Kostenberger mentions another monumentally important component of Pentecost when he proclaims “the role of the Spirit plays in relation to the disciples is analogous to the role he played in relation to Jesus during his earthly ministry.”[20] He further explains this profound and awe-inspiring truth when he says, “The Spirit, along with the Father, remained with/indwelled Jesus ([John] 1:32; 10:38; 14:10-11); the Spirit, along with the Father and Jesus, remains with/indwells the disciples ([John] 14:16-17, 20-23).”[21] Thus, the thrust of what he is saying is that the Triune God lives in believers.


What happened?

            In a purely metaphysical sense, it is not possible to ascertain exactly how the phenomenon happened. Since God is spirit and transcends humans, His ways are unfathomable to the human psyche in understanding the intricacies or mechanisms that bring about the phenomenon. Blomberg concurs when he states, “It is unclear what literally happened as the Spirit descended on the disciples (vv. 1– 4).”[22] On the phenomenon, based on the text of Acts, Blomberg offers,

"Luke uses similes to explain that there came a sound “like” rushing wind (the same word as for spirit in Hebrew and Greek) and tongues “as” of fire (the sign of divine judgment in the Old Testament). Miraculously, all of the Jewish visitors from other parts of the empire whose indigenous languages would have been other than Greek could now hear the apostles speaking in those tongues (vv. 5– 12)."[23]

            Bock also offers a number of insights that should be looked at to gain a deeper understanding. His observations are as follows:

  1. Luke portrays the event to provide some visualization to it. And because he described the fire as coming from heaven it made its supernatural origin obvious.[24]

  2. The Spirit divided up into bits of flames which spread to each disciple. It compares to a spreading fire.[25]

  3. The imagery of the spreading of the Holy Spirit like fire “suggests the power of God’s presence.”[26]

  4. This event indicates a theophany due to the fire imagery. “Heaven and divine presence come powerfully to the earth to indwell God’s people”[27]

  5. The disciples are filled with the Holy Spirit and begin to speak in other languages.[28]

  6. The filling of the Paraclete in Acts 2:4 is similar to the baptizing of the Spirit in 1:5 and 11:16.[29]

Significance of the Spirit Coming on Pentecost

On this point Bock offers extensive insight as to the potential reason why the Holy Spirit was sent on this particular day. God never does anything accidentally, nor is anything just a coincidence. He has everything planned. And this applies to the Spirit and Pentecost, as well.
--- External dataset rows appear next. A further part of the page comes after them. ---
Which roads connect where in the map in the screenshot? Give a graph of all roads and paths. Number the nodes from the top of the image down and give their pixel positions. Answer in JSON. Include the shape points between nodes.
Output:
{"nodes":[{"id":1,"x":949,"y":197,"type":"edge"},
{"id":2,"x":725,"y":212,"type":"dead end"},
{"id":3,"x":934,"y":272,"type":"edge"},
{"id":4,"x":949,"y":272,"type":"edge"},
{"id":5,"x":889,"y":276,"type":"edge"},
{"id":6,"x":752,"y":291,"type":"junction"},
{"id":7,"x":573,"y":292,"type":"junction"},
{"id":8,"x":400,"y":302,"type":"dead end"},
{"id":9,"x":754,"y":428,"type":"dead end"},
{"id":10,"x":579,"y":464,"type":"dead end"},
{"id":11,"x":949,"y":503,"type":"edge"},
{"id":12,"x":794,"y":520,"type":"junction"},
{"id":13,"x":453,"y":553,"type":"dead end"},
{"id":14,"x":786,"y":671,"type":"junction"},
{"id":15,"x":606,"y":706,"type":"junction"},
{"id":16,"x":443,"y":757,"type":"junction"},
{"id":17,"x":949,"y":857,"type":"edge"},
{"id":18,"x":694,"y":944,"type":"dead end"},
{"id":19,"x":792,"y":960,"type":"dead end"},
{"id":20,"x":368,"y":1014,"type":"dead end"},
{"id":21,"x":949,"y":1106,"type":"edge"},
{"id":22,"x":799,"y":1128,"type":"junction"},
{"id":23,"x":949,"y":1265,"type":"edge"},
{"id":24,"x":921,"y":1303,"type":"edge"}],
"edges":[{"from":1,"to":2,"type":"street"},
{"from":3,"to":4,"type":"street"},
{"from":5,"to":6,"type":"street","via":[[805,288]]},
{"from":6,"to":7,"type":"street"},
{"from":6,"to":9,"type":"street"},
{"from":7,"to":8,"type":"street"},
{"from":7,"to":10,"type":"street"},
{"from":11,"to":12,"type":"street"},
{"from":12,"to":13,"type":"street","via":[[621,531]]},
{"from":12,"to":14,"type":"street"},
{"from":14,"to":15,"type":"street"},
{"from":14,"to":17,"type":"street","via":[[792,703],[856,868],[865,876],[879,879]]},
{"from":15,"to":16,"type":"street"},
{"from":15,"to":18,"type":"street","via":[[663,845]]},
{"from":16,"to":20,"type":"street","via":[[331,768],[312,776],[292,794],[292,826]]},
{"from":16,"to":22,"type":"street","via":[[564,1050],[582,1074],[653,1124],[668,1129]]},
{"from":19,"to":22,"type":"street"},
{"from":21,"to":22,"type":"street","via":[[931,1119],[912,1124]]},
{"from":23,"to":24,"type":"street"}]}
Pentecost was “also known as ‘Feast of Weeks’ or ‘Day of Firstfruits.’”[30] It also occurs “fifteen days after the first Sabbath after Passover.”[31] Additionally, Jewish pilgrims would travel from afar to Jerusalem because it was one of three annual feasts.[32] This also would account for all of the nationalities that are present in verses 9-11.[33] Moreover, Bock states “It appears that in Judaism it was believed that on this day significant things had taken place in the past. It is possible the Jewish book of Jubilees sees Pentecost and the giving of the law as having fallen on the same day.”[34] He goes on to say that if this is so then “the day Jesus distributed the Holy Spirit was also the day some Jews believed the law came to Israel.”[35] If this is as Bock posits then Jesus sent the Holy Spirit on the same day that the law in the past was sent on.

Result of Pentecost

            Not only did Pentecost usher in a new era of the Spirit where He would indwell the believer to live a life that is pleasing to God and to carry on the mission of Jesus, He also inaugurated the church. This occurred on the day of Pentecost when He came down as tongues of fire and rested on each of the disciples. On this phenomenon Bock and Pelikan comment. Bock seems to indicate a preference in understanding that Acts 2:4 is referring to a manifestation of supernatural ability on behalf of the disciples to speak in the vernacular languages that those present would be able to understand.[36] Though, Pelikan seems to view the phenomenon as an exhibition of glossolalia or an ecstatic utterance.[37] However, as Erickson astutely notes that there is no “evidence of ecstatic phenomena in Jesus’ life or any teaching of his on the subject.”[38] While Bock and Pelikan  are at odds as to exactly how to understand the event, the result is the same. The Holy Spirit enabled the disciples to speak words that were intelligible to the hearers in attendance so that they could comprehend the wonders of God. Bock, explaining the role of this phenomenon in Pentecost, says:

"In sum, the descent of the Spirit on the day of Pentecost comes with indications that God has acted. In a variety of languages that match the nationalities of Diaspora Jews living in Jerusalem, it includes the praise of God’s mighty acts. As it takes place, no one can figure out how Galileans can speak such a variety of languages. God is taking the initiative to enable his people to explain what has taken place through Jesus."[39]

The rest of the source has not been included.